** Opening Input data block **
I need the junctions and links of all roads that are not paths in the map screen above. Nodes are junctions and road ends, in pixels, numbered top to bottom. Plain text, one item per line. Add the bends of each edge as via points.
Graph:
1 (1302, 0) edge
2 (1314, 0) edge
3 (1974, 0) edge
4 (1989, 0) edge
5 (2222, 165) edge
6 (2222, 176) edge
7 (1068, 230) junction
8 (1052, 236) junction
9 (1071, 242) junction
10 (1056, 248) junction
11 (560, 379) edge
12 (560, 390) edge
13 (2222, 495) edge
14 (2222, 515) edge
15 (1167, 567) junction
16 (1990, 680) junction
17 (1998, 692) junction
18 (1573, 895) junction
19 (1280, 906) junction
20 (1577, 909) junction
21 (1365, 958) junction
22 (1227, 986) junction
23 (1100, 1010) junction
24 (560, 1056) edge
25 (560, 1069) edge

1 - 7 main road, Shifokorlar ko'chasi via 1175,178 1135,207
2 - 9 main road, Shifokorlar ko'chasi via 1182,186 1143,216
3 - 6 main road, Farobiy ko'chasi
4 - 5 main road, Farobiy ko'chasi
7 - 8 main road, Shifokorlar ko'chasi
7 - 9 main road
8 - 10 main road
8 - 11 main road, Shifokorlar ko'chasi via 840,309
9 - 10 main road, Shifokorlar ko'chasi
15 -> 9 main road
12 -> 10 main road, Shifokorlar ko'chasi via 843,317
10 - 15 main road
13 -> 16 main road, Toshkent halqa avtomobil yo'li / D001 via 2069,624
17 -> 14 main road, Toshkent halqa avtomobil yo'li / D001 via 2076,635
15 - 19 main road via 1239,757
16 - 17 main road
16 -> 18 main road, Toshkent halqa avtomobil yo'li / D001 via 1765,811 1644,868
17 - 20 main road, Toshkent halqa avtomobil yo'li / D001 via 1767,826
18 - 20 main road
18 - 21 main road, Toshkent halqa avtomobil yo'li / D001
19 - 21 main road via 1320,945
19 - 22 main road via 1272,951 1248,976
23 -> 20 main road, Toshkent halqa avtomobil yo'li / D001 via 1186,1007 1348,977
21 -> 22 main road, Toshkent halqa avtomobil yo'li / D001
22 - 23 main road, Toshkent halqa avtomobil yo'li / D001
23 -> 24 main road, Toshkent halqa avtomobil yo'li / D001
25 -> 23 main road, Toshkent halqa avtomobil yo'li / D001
** Closing Input data block **
What is being asked =
Every line above that holds the string "Shifokorlar" should be returned.

Output of the exercise =
1 - 7 main road, Shifokorlar ko'chasi via 1175,178 1135,207
2 - 9 main road, Shifokorlar ko'chasi via 1182,186 1143,216
7 - 8 main road, Shifokorlar ko'chasi
8 - 11 main road, Shifokorlar ko'chasi via 840,309
9 - 10 main road, Shifokorlar ko'chasi
12 -> 10 main road, Shifokorlar ko'chasi via 843,317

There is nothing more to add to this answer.